License, Registration, Cash, and Valuables?

Winnemucca Court HouseIt’s a slippery slope and the sheriff of Humboldt County, NV may have wandered over it. [LVRJ] Two travelers on I-80 saw their personal cash confiscated because they were “suspected” of drug trafficking.  These civil forfeitures are subject to the provisions of 18 U.S. Code 981, which is pretty lenient on the topic, the person having been perceived as engaging in a “specified unlawful activity.”  There are also the provisions of NRS 179.1164-5 to consider.  In Nevada, the forfeiture is supposed to be attendant with an arrest, a search with a warrant, or an inspection pursuant to a warrant — the latter a rather large loophole.  In short:

“Nevada forfeiture law provides paltry protection for property owners from wrongful forfeitures.  The government may seize your property and keep it upon a showing of clear and convincing evidence, a higher standard than many states but still lower than the criminal standard of beyond a reasonable doubt.  But the burden falls on you to prove that you are an innocent owner by showing that the act giving rise to the forfeiture was done without your knowledge, consent or willful blindness.”  [IJ]

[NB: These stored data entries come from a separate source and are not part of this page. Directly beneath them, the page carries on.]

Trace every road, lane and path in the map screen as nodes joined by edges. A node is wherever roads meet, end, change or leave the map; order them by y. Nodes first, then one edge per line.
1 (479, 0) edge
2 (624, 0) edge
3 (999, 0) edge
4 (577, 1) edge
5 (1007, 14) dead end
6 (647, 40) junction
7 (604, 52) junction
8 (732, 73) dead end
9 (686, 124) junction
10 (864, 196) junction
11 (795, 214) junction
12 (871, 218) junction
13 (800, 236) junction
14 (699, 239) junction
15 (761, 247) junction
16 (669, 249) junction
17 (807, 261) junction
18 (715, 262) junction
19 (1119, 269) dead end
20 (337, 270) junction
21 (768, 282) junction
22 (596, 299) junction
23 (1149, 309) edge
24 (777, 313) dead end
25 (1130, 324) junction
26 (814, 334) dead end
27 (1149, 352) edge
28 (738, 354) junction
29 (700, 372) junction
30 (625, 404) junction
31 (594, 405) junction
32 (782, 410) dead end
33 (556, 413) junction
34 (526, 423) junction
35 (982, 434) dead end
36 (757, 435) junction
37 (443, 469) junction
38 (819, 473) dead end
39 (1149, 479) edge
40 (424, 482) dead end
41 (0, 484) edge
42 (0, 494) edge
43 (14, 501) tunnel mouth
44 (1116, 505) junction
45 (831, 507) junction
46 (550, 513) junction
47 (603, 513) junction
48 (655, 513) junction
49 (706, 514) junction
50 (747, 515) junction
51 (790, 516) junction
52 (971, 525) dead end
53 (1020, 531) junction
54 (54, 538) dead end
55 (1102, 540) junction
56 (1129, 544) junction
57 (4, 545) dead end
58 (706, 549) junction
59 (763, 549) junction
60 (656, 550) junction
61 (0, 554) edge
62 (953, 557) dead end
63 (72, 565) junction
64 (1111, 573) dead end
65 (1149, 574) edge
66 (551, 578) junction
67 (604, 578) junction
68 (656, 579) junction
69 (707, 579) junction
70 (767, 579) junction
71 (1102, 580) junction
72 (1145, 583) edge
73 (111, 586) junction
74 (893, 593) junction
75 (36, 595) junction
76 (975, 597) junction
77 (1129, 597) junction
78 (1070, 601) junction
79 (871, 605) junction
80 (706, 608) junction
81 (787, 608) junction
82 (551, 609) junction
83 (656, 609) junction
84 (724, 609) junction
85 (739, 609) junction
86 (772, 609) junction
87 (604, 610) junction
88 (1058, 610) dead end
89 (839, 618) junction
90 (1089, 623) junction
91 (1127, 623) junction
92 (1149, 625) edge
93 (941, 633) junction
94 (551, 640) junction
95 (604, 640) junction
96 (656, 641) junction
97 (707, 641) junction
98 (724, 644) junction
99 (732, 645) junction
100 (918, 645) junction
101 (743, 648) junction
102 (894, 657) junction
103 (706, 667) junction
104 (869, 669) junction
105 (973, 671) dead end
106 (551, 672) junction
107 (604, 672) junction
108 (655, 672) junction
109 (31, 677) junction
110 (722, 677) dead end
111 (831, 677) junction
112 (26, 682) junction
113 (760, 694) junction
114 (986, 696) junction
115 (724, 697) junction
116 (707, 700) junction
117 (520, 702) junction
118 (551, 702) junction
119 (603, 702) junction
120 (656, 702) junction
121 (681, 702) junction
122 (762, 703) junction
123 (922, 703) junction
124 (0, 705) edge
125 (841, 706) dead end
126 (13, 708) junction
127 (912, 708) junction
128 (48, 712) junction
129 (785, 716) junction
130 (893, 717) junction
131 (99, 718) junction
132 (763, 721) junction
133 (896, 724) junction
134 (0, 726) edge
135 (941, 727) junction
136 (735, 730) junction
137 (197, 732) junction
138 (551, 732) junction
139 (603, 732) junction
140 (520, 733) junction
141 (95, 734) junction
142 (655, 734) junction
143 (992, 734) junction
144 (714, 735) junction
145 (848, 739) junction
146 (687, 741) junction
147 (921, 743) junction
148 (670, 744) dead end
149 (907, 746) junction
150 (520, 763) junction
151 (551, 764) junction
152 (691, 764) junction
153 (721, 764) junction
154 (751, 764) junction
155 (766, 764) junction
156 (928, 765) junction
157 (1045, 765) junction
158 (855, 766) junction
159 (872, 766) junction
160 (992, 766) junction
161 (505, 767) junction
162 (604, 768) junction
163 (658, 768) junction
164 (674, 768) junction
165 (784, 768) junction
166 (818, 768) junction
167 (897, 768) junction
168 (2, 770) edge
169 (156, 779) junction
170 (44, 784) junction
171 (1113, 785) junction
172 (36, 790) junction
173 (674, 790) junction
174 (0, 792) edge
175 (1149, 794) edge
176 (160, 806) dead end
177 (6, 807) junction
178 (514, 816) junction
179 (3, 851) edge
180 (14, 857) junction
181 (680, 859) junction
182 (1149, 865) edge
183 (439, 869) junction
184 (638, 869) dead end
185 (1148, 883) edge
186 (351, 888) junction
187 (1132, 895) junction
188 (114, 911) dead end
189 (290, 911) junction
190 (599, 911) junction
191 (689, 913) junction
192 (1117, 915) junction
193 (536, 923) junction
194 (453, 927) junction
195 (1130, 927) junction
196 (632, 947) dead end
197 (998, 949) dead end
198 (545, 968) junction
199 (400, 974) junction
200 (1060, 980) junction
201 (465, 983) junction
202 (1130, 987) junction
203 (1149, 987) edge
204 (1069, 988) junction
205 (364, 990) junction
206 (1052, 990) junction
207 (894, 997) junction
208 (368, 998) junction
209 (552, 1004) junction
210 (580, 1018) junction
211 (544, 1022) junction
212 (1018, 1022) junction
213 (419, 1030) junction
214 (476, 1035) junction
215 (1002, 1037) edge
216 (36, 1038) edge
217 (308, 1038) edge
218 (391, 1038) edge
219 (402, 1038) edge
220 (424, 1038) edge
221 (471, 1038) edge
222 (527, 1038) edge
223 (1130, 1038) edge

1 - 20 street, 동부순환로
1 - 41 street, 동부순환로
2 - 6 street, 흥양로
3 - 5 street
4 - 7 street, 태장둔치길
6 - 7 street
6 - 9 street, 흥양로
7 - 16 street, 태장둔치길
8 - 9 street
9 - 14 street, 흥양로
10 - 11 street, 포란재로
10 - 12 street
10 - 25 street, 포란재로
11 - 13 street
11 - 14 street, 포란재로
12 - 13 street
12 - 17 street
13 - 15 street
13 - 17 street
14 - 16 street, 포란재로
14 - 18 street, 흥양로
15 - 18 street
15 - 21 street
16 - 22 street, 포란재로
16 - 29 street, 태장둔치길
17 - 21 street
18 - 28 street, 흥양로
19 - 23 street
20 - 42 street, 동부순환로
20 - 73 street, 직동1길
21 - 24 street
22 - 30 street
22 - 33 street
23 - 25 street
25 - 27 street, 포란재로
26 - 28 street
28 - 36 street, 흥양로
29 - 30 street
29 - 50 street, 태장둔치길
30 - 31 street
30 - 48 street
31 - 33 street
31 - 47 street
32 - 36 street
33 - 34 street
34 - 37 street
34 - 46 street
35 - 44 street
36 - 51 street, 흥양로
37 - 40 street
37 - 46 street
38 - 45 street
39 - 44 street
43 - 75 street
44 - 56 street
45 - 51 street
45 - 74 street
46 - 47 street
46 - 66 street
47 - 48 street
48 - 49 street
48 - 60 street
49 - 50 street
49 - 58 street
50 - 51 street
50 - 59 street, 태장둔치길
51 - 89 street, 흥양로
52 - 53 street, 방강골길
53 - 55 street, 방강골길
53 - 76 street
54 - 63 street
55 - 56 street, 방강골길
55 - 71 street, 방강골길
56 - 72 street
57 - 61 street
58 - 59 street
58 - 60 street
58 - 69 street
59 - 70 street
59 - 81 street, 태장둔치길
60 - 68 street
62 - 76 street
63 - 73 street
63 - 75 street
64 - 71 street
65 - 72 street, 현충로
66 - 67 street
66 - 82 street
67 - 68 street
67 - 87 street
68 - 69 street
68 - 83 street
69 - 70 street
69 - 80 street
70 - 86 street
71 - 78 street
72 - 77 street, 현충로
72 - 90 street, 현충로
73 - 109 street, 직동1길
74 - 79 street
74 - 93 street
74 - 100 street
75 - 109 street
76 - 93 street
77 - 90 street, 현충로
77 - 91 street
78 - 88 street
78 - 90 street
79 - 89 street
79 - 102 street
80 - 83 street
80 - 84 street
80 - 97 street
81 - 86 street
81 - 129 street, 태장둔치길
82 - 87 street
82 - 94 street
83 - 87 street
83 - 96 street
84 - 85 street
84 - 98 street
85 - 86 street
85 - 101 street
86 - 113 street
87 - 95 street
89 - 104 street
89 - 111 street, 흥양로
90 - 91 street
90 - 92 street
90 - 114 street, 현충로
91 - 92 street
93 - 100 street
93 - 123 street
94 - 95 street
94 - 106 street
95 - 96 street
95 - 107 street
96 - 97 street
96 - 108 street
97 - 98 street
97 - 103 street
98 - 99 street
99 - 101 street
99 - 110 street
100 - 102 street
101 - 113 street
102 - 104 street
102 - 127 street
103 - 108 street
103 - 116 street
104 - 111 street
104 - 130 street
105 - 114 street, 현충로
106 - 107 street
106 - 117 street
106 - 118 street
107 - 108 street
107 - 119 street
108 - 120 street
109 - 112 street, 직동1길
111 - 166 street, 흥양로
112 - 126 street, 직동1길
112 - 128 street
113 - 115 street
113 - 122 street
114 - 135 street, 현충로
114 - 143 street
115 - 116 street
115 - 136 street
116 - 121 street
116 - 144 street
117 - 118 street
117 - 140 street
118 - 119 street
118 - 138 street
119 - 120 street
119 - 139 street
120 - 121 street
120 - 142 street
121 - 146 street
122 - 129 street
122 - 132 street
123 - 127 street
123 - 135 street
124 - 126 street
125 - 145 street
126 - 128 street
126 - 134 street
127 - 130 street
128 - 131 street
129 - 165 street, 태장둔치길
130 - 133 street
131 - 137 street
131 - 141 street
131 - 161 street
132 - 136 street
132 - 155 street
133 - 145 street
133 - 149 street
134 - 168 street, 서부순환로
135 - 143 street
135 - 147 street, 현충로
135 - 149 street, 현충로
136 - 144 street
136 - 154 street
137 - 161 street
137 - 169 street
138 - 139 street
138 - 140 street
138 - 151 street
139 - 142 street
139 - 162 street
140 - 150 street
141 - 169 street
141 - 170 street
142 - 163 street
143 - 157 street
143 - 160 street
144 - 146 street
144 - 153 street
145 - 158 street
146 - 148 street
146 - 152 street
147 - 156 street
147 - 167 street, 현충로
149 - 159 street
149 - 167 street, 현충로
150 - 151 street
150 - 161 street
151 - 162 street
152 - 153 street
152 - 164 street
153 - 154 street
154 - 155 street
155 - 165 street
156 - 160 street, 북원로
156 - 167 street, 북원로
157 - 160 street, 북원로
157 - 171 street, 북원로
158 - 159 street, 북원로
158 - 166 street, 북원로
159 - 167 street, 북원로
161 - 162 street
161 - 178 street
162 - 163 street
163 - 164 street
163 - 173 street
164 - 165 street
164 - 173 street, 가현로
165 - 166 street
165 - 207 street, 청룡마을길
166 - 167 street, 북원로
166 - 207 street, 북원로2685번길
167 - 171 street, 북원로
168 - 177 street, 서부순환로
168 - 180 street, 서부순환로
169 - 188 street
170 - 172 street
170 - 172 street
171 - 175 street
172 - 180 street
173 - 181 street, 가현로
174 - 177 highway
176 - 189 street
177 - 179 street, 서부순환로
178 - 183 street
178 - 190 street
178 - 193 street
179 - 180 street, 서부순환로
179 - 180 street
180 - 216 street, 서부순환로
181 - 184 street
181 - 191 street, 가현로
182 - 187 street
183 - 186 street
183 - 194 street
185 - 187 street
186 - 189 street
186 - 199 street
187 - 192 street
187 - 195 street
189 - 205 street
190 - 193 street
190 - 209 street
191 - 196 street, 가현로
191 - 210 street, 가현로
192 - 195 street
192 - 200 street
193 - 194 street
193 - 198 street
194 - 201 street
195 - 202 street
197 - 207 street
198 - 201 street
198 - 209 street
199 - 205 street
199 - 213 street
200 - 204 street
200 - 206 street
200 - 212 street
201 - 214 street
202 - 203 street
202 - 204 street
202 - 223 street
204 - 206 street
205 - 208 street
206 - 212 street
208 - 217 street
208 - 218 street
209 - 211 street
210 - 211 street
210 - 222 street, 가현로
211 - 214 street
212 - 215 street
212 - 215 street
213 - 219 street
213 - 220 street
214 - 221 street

So, what standards are applied by officers in Humboldt County?

“…officers are trained to recognize evasiveness during questioning, including stories about travel routes that don’t add up or a lack of luggage on cross-country trips.”  [LVRJ]

Here’s where the specifics become part of the discussion — (1) What constitutes ‘evasion’ during questioning?  (2) What elements of a ‘travel route’ make the journey suspicious? (3) How much luggage is presumed reasonable before a ‘lack’ is noticeable?

Let’s look at the first question:  “Where are you headed?”  Can I respond, “…to California?” Or, must I say that I’m headed for beautiful downtown Fresno to visit my ailing grandmother on Elm Street?  Where have I been?  Can I say, “Colorado?” Or, must I inform the officer that I’ve been helping my disabled brother-in-law move from Grand Junction to Aurora?  Just how much personal information must I divulge to a complete stranger in order to assuage his suspicions that I am not a drug trafficker or a money launderer?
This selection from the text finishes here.